About an hour later, the Police Association head, Wayne Gatt, held a press conference of his own.
“Last I checked, it was the premier’s signature and the police minister’s signature committing to SAM,” he said. “SAM has said we need 1,500 additional police, the force should get 1,500 additional police.
“We’re on the cusp of a new term of government and I think the community have a right to know ahead of making a decision in November, whether or not both sides of government quite frankly intend to maintain their commitment to keep recruiting levels where they should be.”
The Police Association boasts a membership of 98% of all sworn officers – compared with the union movement’s average of 14% in the wider workforce – giving it significant leverage with the government of the day.
Some credit the association’s “cutting police numbers is a crime” campaign with bringing down premier Jeff Kennett’s Coalition government in 1999.
But while Kennett tried to rein in spending, the current Labor government has increased it.

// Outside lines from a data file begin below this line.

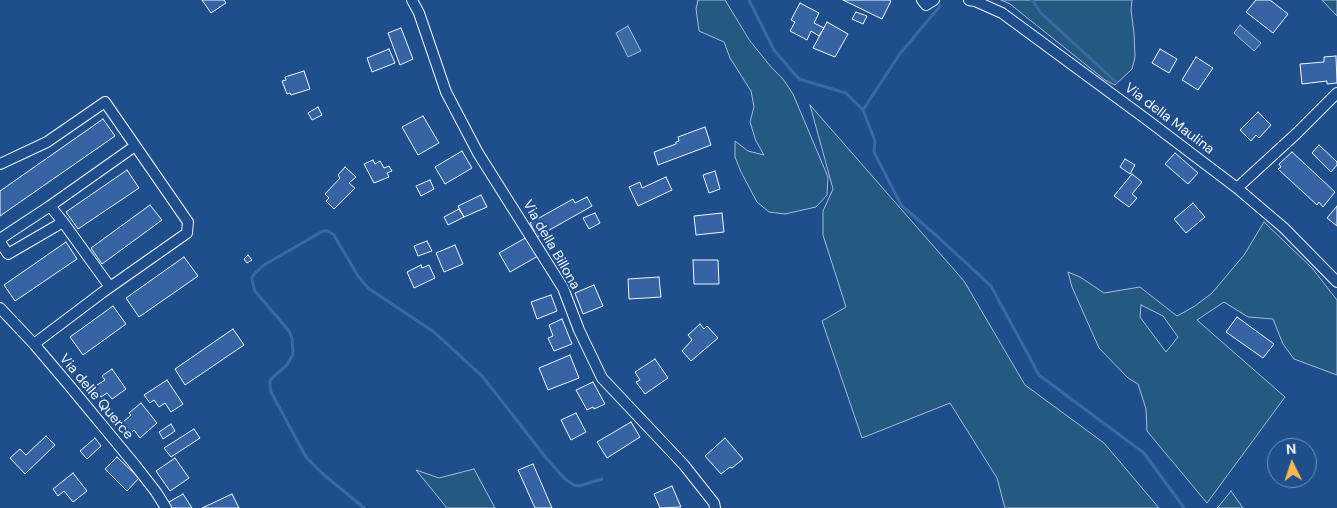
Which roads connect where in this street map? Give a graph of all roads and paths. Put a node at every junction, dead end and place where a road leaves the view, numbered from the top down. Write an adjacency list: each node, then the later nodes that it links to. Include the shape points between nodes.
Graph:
1 (412, 0): 17 (street, Via della Billona, via 446,92 478,152 563,288 602,378 684,464)
2 (922, 0): 3 (street, via 926,5)
3 (934, 0)
4 (969, 0): 8 (street, Via della Maulina, via 1002,13)
5 (1337, 93): 8 (street)
6 (135, 146): 7 (street, via 105,102 47,142); 9 (street); 13 (street, via 188,222 187,233)
7 (0, 164)
8 (1238, 188): 12 (street, Via della Maulina, via 1284,228)
9 (50, 206): 10 (street); 11 (street)
10 (63, 222): 11 (street, via 8,254); 13 (street)
11 (0, 240)
12 (1337, 282)
13 (110, 288): 15 (street)
14 (0, 308): 15 (street, Via delle Querce)
15 (34, 344): 16 (street, Via delle Querce, via 135,465)
16 (166, 508)
17 (715, 508)

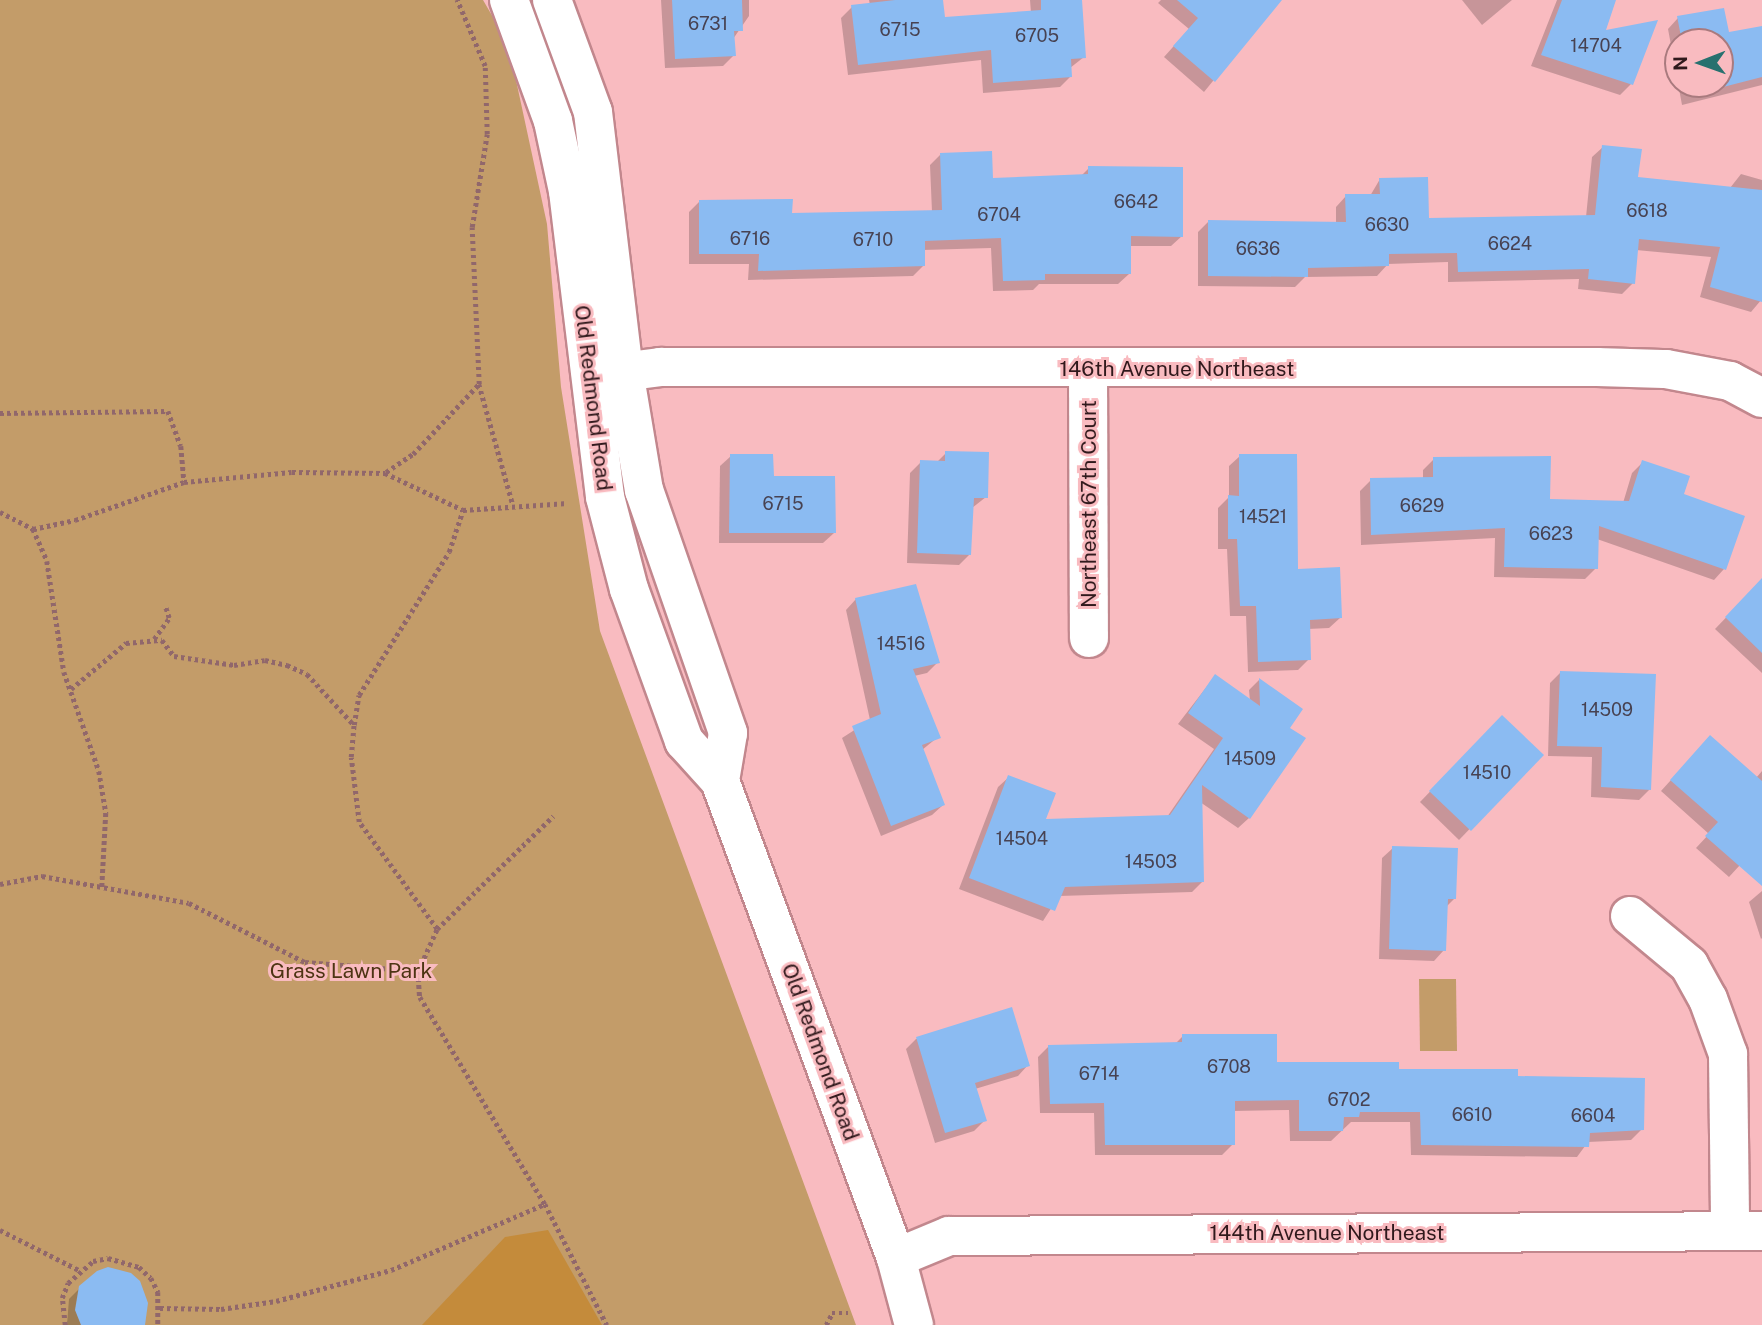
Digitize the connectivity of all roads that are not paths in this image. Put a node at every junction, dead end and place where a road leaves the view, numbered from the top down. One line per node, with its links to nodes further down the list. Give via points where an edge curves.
1 (509, 0): 4 (street, Old Redmond Road, via 553,121)
2 (552, 0): 4 (street, Old Redmond Road, via 593,113)
3 (1088, 370): 4 (street, 146th Avenue Northeast, via 660,367); 5 (street, 146th Avenue Northeast, via 1666,369 1730,382); 6 (street, Northeast 67th Court)
4 (606, 374): 9 (street, Old Redmond Road, via 728,733 720,781)
5 (1762, 398)
6 (1089, 638)
7 (1630, 916): 8 (street, via 1689,965 1708,999 1728,1054)
8 (1746, 1230): 9 (street, 144th Avenue Northeast, via 949,1236)
9 (896, 1258): 10 (street, Old Redmond Road)
10 (914, 1325)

According to the latest annual reports, Victoria police has a budget of $3.8bn and 21,774 personnel, while NSW – a state three-times the geographical size, with 1.4 million more people – has a budget of $3.9bn and 21,879 personnel.
The growth in Victoria’s police force can be attributed to a $2bn announcement by Andrews in December 2016 to recruit more than 3,100 extra officers. It was the single biggest increase in the force in history and came after the state’s crime rate jumped 10% on the previous year.
Then, after the Bourke Street massacre in 2017, Andrews introduced bail laws he described as the country’s “most onerous”. Intended to target violent men, they have instead disproportionately affected Aboriginal Victorians, young people and women. Prison populations have swelled, largely with people who are yet to be sentenced.
Meanwhile, Victoria police has been under scrutiny for using the barrister Nicola Gobbo as an informant, the death of an Aboriginal woman, Tanya Day, in custody, the leaking of photos of the former AFL coach Dani Laidley, and an administrative bungle that led to more than 1,000 officers working without proper authority.
And an inquiry by the Victorian Law Reform Commission found stalking is “often minimised or trivialised” by police, with victims left to manage alone.
“Each time I went to my local station, all they would do was say, ‘He hasn’t broken any laws so we can’t do anything,’” one victim told the VLRC. Another said victims were treated “like they are behaving irrationally”.
It’s clear Andrews is walking a thin blue line – trying to avoid conflict with the police union in an election year but also not immediately heeding its calls. Best he not slip.